**PROBLEM STATEMENT:** Pictures aside, repeat all the entries below exactly as they appear.

Stored data
---*---
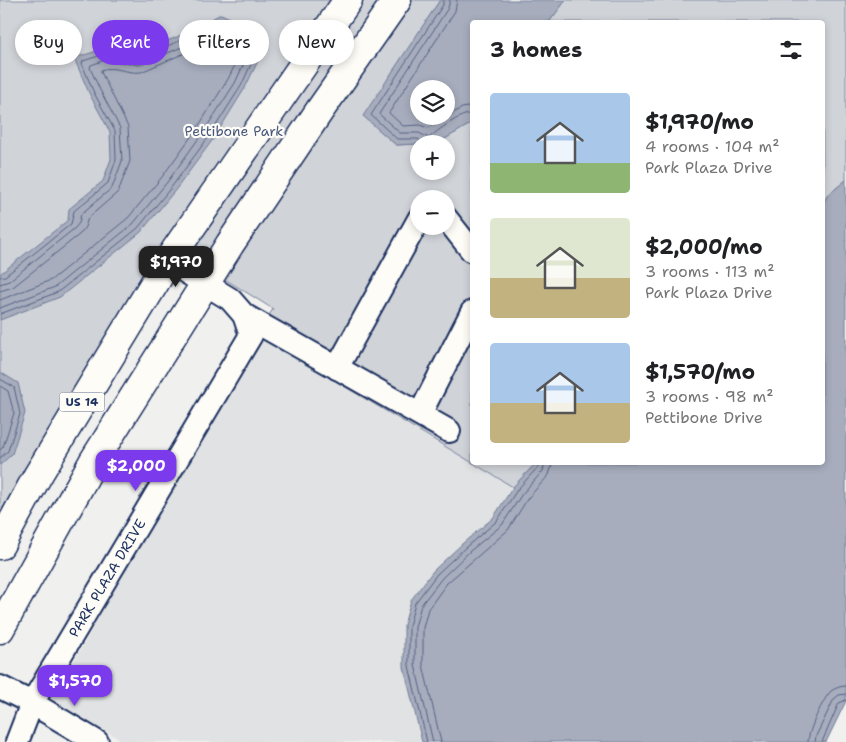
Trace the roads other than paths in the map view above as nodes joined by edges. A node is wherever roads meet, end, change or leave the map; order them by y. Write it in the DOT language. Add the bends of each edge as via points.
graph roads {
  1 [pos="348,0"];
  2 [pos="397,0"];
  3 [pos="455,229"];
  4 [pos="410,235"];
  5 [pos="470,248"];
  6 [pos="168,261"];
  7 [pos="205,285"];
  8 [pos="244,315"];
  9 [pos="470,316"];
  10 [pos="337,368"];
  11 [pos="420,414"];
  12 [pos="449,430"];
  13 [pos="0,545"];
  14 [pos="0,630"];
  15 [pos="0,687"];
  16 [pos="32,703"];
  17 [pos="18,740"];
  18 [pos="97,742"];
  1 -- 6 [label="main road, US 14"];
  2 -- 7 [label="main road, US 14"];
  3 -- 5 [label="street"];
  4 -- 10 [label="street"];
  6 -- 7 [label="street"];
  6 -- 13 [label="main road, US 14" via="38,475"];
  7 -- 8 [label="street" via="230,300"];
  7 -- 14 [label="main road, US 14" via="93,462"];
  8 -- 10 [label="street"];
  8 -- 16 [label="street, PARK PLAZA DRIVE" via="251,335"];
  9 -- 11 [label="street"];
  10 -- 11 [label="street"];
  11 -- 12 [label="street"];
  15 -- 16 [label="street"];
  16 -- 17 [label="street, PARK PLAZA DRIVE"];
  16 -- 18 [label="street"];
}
---*---
**THE COMPLETED TASK:**
Trace the roads other than paths in the map view above as nodes joined by edges. A node is wherever roads meet, end, change or leave the map; order them by y. Write it in the DOT language. Add the bends of each edge as via points.
graph roads {
  1 [pos="348,0"];
  2 [pos="397,0"];
  3 [pos="455,229"];
  4 [pos="410,235"];
  5 [pos="470,248"];
  6 [pos="168,261"];
  7 [pos="205,285"];
  8 [pos="244,315"];
  9 [pos="470,316"];
  10 [pos="337,368"];
  11 [pos="420,414"];
  12 [pos="449,430"];
  13 [pos="0,545"];
  14 [pos="0,630"];
  15 [pos="0,687"];
  16 [pos="32,703"];
  17 [pos="18,740"];
  18 [pos="97,742"];
  1 -- 6 [label="main road, US 14"];
  2 -- 7 [label="main road, US 14"];
  3 -- 5 [label="street"];
  4 -- 10 [label="street"];
  6 -- 7 [label="street"];
  6 -- 13 [label="main road, US 14" via="38,475"];
  7 -- 8 [label="street" via="230,300"];
  7 -- 14 [label="main road, US 14" via="93,462"];
  8 -- 10 [label="street"];
  8 -- 16 [label="street, PARK PLAZA DRIVE" via="251,335"];
  9 -- 11 [label="street"];
  10 -- 11 [label="street"];
  11 -- 12 [label="street"];
  15 -- 16 [label="street"];
  16 -- 17 [label="street, PARK PLAZA DRIVE"];
  16 -- 18 [label="street"];
}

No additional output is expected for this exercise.